From this theory we have developed ways to inbreed, discover the genes that are undesirable in the line and eliminate them from the genepool, theoretically ending up with a purged genepool and healthier dog. As long as the undesirable traits that we are removing are easily identified in the pups and we can cull them before they are placed, this works fairly well, too, for a time.

The second theory is the overdominance theory of heterosis. In this theory, heterozygosity itself is the reason for hybrid vigor. A visual model of this is the palomino color in horses where the recessive homozygote is red, and the dominant homozygote is cremello. It is the heterozygote, the palomino, that is the desirable phenotype!

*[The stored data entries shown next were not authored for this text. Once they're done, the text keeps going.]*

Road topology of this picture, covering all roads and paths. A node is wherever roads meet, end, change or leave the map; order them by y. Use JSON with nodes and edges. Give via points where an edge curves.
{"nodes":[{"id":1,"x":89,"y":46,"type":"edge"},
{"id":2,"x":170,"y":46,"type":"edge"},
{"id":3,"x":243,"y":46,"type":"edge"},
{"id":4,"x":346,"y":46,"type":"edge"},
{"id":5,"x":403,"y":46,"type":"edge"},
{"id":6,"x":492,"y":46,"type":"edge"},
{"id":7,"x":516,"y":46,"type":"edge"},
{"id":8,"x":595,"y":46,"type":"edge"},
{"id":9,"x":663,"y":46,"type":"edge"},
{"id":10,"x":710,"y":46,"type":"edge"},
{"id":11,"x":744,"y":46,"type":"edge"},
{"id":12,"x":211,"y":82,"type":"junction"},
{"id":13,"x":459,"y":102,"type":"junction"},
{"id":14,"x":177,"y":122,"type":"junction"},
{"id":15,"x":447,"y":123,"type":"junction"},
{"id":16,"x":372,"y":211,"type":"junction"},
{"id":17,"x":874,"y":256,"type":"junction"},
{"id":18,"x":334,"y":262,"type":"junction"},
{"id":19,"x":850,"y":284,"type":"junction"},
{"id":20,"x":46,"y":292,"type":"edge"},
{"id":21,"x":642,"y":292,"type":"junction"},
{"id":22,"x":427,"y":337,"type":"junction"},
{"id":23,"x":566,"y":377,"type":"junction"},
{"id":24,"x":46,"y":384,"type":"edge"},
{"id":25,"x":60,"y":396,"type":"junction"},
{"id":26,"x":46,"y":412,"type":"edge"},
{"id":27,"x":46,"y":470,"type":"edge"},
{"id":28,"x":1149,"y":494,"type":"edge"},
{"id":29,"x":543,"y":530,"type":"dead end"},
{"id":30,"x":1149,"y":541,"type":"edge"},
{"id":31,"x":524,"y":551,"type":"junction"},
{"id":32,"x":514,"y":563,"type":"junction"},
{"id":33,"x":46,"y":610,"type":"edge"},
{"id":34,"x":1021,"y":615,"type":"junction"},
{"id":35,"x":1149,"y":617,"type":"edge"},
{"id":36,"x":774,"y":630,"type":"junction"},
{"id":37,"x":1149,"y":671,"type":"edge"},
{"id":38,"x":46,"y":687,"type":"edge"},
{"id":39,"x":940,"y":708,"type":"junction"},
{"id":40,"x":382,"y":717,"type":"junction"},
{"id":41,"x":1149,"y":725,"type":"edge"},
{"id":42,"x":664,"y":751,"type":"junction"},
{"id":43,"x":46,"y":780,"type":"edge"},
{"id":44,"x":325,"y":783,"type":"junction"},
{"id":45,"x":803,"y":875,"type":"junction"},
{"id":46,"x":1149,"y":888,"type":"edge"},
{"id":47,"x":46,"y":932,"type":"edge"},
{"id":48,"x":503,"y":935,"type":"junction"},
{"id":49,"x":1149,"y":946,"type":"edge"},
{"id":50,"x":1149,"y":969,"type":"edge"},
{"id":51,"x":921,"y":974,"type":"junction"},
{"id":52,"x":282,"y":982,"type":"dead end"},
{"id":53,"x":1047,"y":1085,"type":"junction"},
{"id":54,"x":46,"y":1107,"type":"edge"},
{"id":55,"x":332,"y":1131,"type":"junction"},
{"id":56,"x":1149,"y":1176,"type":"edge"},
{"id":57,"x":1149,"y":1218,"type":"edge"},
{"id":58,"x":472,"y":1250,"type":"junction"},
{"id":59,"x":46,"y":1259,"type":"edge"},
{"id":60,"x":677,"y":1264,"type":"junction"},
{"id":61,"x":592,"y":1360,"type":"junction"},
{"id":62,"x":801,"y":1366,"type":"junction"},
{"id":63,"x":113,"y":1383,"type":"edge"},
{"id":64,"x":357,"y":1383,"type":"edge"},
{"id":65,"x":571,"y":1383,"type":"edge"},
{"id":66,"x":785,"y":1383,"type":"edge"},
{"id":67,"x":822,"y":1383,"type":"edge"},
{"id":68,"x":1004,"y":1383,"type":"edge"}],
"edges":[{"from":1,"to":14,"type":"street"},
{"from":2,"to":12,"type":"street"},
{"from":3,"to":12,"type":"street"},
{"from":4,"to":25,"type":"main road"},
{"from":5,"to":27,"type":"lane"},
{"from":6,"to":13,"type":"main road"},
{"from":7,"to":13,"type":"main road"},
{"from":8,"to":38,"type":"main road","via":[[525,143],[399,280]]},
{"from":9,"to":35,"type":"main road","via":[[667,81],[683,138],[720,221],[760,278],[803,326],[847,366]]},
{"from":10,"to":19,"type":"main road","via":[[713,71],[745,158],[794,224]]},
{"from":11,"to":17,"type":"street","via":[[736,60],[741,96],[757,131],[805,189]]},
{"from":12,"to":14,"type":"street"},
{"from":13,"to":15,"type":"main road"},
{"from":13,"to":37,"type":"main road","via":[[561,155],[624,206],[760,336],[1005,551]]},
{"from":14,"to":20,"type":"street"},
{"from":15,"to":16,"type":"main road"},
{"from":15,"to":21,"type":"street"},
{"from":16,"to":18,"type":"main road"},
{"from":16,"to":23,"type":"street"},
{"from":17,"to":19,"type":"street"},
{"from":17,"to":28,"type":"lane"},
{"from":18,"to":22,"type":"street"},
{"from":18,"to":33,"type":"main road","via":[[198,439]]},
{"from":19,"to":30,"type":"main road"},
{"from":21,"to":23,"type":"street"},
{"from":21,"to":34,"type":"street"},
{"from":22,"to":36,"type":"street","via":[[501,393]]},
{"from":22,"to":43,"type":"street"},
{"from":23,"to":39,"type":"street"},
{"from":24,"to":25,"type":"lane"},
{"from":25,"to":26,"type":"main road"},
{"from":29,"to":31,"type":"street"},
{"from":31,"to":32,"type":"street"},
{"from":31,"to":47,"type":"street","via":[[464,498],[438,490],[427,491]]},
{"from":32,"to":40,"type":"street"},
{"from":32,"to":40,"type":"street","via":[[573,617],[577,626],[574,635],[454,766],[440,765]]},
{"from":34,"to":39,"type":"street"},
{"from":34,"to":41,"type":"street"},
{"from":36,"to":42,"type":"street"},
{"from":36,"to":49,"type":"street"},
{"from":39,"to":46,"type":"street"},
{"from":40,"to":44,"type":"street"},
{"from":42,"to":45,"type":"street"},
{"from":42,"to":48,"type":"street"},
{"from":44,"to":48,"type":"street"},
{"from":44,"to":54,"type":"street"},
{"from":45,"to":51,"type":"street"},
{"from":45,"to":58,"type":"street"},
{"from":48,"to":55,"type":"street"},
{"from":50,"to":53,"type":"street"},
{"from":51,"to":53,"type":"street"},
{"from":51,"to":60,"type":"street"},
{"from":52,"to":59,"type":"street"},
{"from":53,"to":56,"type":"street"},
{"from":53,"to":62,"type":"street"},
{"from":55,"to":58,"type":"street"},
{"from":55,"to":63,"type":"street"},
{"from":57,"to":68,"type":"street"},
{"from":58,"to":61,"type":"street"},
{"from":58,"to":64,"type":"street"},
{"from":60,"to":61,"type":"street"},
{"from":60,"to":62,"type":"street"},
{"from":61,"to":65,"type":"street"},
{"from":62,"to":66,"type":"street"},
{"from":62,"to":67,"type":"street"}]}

The overdominance theory of heterosis is particularly important if we are to understand the genetic cause of problems with the immune system. The genes that control the immune system must be heterozygous for the resulting individual to inherit a healthy, vigorous immune system.

The genes that control the immune system pass down through generations as "haplotypes" These are groups of alleles that lie closely together on a chromosome and are seldom separated by crossing over during the formation of gametes.

These genes must be in the heterozygous state for the individual who inherits them to have a genetically healthy immune system.

When inbreeding occurs, the chances for one individual to inherit an identical haplotype from each parent, thus ALL the genes that control the immune system are homozygous. This homozygous state results in an individual which has a seriously compromised immune system.

This occurs in every breed, line, strain of dog (or other life form) it is not the result of a "bad recessive gene" that is carried in a certain line and must be eradicated. The eradication of such "bad genes" (simple autosomal recessive genes) often results in the narrowing of the genepool and increases the likelihood that the immune system haplotypes of the parents will be the same one, and the individual will be homozygous for all the immune system genes.

Reducing the diversity in the genepool proportionatly increases the chances for an individual to inherit identical haplotypes from each parent. The result is tremendous suffering.